REQUIREMENT:
Would you repeat every line of the data exactly?

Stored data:
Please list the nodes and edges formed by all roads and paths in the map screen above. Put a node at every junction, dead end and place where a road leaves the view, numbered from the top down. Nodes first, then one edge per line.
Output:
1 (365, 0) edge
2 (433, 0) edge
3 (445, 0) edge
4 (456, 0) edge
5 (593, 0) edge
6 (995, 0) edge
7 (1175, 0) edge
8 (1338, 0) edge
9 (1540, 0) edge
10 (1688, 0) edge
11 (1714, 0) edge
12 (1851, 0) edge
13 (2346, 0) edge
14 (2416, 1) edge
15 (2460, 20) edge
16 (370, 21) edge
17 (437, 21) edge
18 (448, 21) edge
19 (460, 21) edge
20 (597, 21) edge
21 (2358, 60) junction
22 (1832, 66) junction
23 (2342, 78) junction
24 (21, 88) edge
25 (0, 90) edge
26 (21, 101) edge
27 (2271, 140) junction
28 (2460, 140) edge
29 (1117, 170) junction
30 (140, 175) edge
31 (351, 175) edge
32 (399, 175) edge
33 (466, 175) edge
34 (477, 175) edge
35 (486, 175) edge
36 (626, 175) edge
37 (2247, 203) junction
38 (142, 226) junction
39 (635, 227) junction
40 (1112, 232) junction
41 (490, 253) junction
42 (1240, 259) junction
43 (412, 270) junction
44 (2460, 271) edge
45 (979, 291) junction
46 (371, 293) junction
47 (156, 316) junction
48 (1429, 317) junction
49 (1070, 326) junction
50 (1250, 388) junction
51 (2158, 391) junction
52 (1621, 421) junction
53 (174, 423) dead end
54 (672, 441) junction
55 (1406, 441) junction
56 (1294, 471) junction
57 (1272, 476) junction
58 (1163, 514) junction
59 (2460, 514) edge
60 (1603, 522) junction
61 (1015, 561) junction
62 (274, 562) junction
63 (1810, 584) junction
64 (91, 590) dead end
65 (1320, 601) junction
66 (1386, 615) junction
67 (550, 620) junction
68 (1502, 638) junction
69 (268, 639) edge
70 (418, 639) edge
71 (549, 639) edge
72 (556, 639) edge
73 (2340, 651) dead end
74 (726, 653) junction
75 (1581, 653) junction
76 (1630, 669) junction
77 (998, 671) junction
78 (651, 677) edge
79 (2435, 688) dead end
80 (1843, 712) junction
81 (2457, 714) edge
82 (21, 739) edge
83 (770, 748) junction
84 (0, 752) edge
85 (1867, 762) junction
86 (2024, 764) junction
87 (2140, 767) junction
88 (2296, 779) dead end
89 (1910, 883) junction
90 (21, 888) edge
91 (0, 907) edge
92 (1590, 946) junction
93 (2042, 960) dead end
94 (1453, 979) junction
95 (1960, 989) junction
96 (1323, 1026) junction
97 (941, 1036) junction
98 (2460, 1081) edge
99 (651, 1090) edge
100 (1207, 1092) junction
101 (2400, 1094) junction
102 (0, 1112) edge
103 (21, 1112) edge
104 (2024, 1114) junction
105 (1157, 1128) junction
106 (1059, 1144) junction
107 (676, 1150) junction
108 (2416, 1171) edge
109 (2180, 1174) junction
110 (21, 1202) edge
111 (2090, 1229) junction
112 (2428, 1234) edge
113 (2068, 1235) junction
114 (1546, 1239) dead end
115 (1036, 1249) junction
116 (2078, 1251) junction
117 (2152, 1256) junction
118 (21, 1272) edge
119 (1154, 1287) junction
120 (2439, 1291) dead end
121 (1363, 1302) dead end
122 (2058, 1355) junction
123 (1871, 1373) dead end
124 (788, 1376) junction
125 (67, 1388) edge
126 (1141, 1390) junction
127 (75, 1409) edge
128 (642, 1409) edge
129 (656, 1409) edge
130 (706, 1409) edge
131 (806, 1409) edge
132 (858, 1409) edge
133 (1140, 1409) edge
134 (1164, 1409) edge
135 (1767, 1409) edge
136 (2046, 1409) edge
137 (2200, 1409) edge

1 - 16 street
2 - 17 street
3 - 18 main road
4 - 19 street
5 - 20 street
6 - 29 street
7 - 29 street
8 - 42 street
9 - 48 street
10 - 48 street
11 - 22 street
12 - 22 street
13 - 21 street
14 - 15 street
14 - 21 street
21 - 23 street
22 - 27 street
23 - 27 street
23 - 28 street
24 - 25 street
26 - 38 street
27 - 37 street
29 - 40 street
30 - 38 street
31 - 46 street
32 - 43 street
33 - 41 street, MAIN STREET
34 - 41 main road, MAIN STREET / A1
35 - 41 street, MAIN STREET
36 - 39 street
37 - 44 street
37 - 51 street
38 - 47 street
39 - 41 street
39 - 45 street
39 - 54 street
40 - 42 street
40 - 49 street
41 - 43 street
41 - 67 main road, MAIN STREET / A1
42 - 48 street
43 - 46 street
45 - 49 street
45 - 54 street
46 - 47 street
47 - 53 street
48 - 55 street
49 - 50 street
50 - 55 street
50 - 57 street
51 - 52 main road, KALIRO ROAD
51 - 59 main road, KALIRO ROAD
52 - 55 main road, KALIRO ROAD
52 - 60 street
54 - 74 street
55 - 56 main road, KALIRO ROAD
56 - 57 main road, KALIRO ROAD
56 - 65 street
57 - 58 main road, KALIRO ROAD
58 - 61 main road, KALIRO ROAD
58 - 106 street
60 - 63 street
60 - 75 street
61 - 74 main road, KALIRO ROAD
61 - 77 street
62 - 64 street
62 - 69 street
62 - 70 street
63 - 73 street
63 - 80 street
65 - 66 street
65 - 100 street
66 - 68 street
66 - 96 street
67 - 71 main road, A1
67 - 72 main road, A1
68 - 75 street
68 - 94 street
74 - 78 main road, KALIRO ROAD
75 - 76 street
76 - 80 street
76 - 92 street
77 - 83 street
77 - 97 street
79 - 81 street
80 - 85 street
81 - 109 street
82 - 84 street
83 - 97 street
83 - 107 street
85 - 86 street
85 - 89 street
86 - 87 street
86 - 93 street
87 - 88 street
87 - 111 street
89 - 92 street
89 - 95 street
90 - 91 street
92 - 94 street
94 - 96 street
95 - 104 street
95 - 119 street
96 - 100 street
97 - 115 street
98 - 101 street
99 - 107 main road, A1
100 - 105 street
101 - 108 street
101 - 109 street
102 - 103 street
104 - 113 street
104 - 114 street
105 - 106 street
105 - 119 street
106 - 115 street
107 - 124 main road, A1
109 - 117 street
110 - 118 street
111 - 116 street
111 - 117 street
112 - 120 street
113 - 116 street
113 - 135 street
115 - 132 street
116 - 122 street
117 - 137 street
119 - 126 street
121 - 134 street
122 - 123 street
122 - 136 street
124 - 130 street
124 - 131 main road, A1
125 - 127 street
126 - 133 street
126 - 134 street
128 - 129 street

COMPLETED EXERCISE:
Please list the nodes and edges formed by all roads and paths in the map screen above. Put a node at every junction, dead end and place where a road leaves the view, numbered from the top down. Nodes first, then one edge per line.
Output:
1 (365, 0) edge
2 (433, 0) edge
3 (445, 0) edge
4 (456, 0) edge
5 (593, 0) edge
6 (995, 0) edge
7 (1175, 0) edge
8 (1338, 0) edge
9 (1540, 0) edge
10 (1688, 0) edge
11 (1714, 0) edge
12 (1851, 0) edge
13 (2346, 0) edge
14 (2416, 1) edge
15 (2460, 20) edge
16 (370, 21) edge
17 (437, 21) edge
18 (448, 21) edge
19 (460, 21) edge
20 (597, 21) edge
21 (2358, 60) junction
22 (1832, 66) junction
23 (2342, 78) junction
24 (21, 88) edge
25 (0, 90) edge
26 (21, 101) edge
27 (2271, 140) junction
28 (2460, 140) edge
29 (1117, 170) junction
30 (140, 175) edge
31 (351, 175) edge
32 (399, 175) edge
33 (466, 175) edge
34 (477, 175) edge
35 (486, 175) edge
36 (626, 175) edge
37 (2247, 203) junction
38 (142, 226) junction
39 (635, 227) junction
40 (1112, 232) junction
41 (490, 253) junction
42 (1240, 259) junction
43 (412, 270) junction
44 (2460, 271) edge
45 (979, 291) junction
46 (371, 293) junction
47 (156, 316) junction
48 (1429, 317) junction
49 (1070, 326) junction
50 (1250, 388) junction
51 (2158, 391) junction
52 (1621, 421) junction
53 (174, 423) dead end
54 (672, 441) junction
55 (1406, 441) junction
56 (1294, 471) junction
57 (1272, 476) junction
58 (1163, 514) junction
59 (2460, 514) edge
60 (1603, 522) junction
61 (1015, 561) junction
62 (274, 562) junction
63 (1810, 584) junction
64 (91, 590) dead end
65 (1320, 601) junction
66 (1386, 615) junction
67 (550, 620) junction
68 (1502, 638) junction
69 (268, 639) edge
70 (418, 639) edge
71 (549, 639) edge
72 (556, 639) edge
73 (2340, 651) dead end
74 (726, 653) junction
75 (1581, 653) junction
76 (1630, 669) junction
77 (998, 671) junction
78 (651, 677) edge
79 (2435, 688) dead end
80 (1843, 712) junction
81 (2457, 714) edge
82 (21, 739) edge
83 (770, 748) junction
84 (0, 752) edge
85 (1867, 762) junction
86 (2024, 764) junction
87 (2140, 767) junction
88 (2296, 779) dead end
89 (1910, 883) junction
90 (21, 888) edge
91 (0, 907) edge
92 (1590, 946) junction
93 (2042, 960) dead end
94 (1453, 979) junction
95 (1960, 989) junction
96 (1323, 1026) junction
97 (941, 1036) junction
98 (2460, 1081) edge
99 (651, 1090) edge
100 (1207, 1092) junction
101 (2400, 1094) junction
102 (0, 1112) edge
103 (21, 1112) edge
104 (2024, 1114) junction
105 (1157, 1128) junction
106 (1059, 1144) junction
107 (676, 1150) junction
108 (2416, 1171) edge
109 (2180, 1174) junction
110 (21, 1202) edge
111 (2090, 1229) junction
112 (2428, 1234) edge
113 (2068, 1235) junction
114 (1546, 1239) dead end
115 (1036, 1249) junction
116 (2078, 1251) junction
117 (2152, 1256) junction
118 (21, 1272) edge
119 (1154, 1287) junction
120 (2439, 1291) dead end
121 (1363, 1302) dead end
122 (2058, 1355) junction
123 (1871, 1373) dead end
124 (788, 1376) junction
125 (67, 1388) edge
126 (1141, 1390) junction
127 (75, 1409) edge
128 (642, 1409) edge
129 (656, 1409) edge
130 (706, 1409) edge
131 (806, 1409) edge
132 (858, 1409) edge
133 (1140, 1409) edge
134 (1164, 1409) edge
135 (1767, 1409) edge
136 (2046, 1409) edge
137 (2200, 1409) edge

1 - 16 street
2 - 17 street
3 - 18 main road
4 - 19 street
5 - 20 street
6 - 29 street
7 - 29 street
8 - 42 street
9 - 48 street
10 - 48 street
11 - 22 street
12 - 22 street
13 - 21 street
14 - 15 street
14 - 21 street
21 - 23 street
22 - 27 street
23 - 27 street
23 - 28 street
24 - 25 street
26 - 38 street
27 - 37 street
29 - 40 street
30 - 38 street
31 - 46 street
32 - 43 street
33 - 41 street, MAIN STREET
34 - 41 main road, MAIN STREET / A1
35 - 41 street, MAIN STREET
36 - 39 street
37 - 44 street
37 - 51 street
38 - 47 street
39 - 41 street
39 - 45 street
39 - 54 street
40 - 42 street
40 - 49 street
41 - 43 street
41 - 67 main road, MAIN STREET / A1
42 - 48 street
43 - 46 street
45 - 49 street
45 - 54 street
46 - 47 street
47 - 53 street
48 - 55 street
49 - 50 street
50 - 55 street
50 - 57 street
51 - 52 main road, KALIRO ROAD
51 - 59 main road, KALIRO ROAD
52 - 55 main road, KALIRO ROAD
52 - 60 street
54 - 74 street
55 - 56 main road, KALIRO ROAD
56 - 57 main road, KALIRO ROAD
56 - 65 street
57 - 58 main road, KALIRO ROAD
58 - 61 main road, KALIRO ROAD
58 - 106 street
60 - 63 street
60 - 75 street
61 - 74 main road, KALIRO ROAD
61 - 77 street
62 - 64 street
62 - 69 street
62 - 70 street
63 - 73 street
63 - 80 street
65 - 66 street
65 - 100 street
66 - 68 street
66 - 96 street
67 - 71 main road, A1
67 - 72 main road, A1
68 - 75 street
68 - 94 street
74 - 78 main road, KALIRO ROAD
75 - 76 street
76 - 80 street
76 - 92 street
77 - 83 street
77 - 97 street
79 - 81 street
80 - 85 street
81 - 109 street
82 - 84 street
83 - 97 street
83 - 107 street
85 - 86 street
85 - 89 street
86 - 87 street
86 - 93 street
87 - 88 street
87 - 111 street
89 - 92 street
89 - 95 street
90 - 91 street
92 - 94 street
94 - 96 street
95 - 104 street
95 - 119 street
96 - 100 street
97 - 115 street
98 - 101 street
99 - 107 main road, A1
100 - 105 street
101 - 108 street
101 - 109 street
102 - 103 street
104 - 113 street
104 - 114 street
105 - 106 street
105 - 119 street
106 - 115 street
107 - 124 main road, A1
109 - 117 street
110 - 118 street
111 - 116 street
111 - 117 street
112 - 120 street
113 - 116 street
113 - 135 street
115 - 132 street
116 - 122 street
117 - 137 street
119 - 126 street
121 - 134 street
122 - 123 street
122 - 136 street
124 - 130 street
124 - 131 main road, A1
125 - 127 street
126 - 133 street
126 - 134 street
128 - 129 street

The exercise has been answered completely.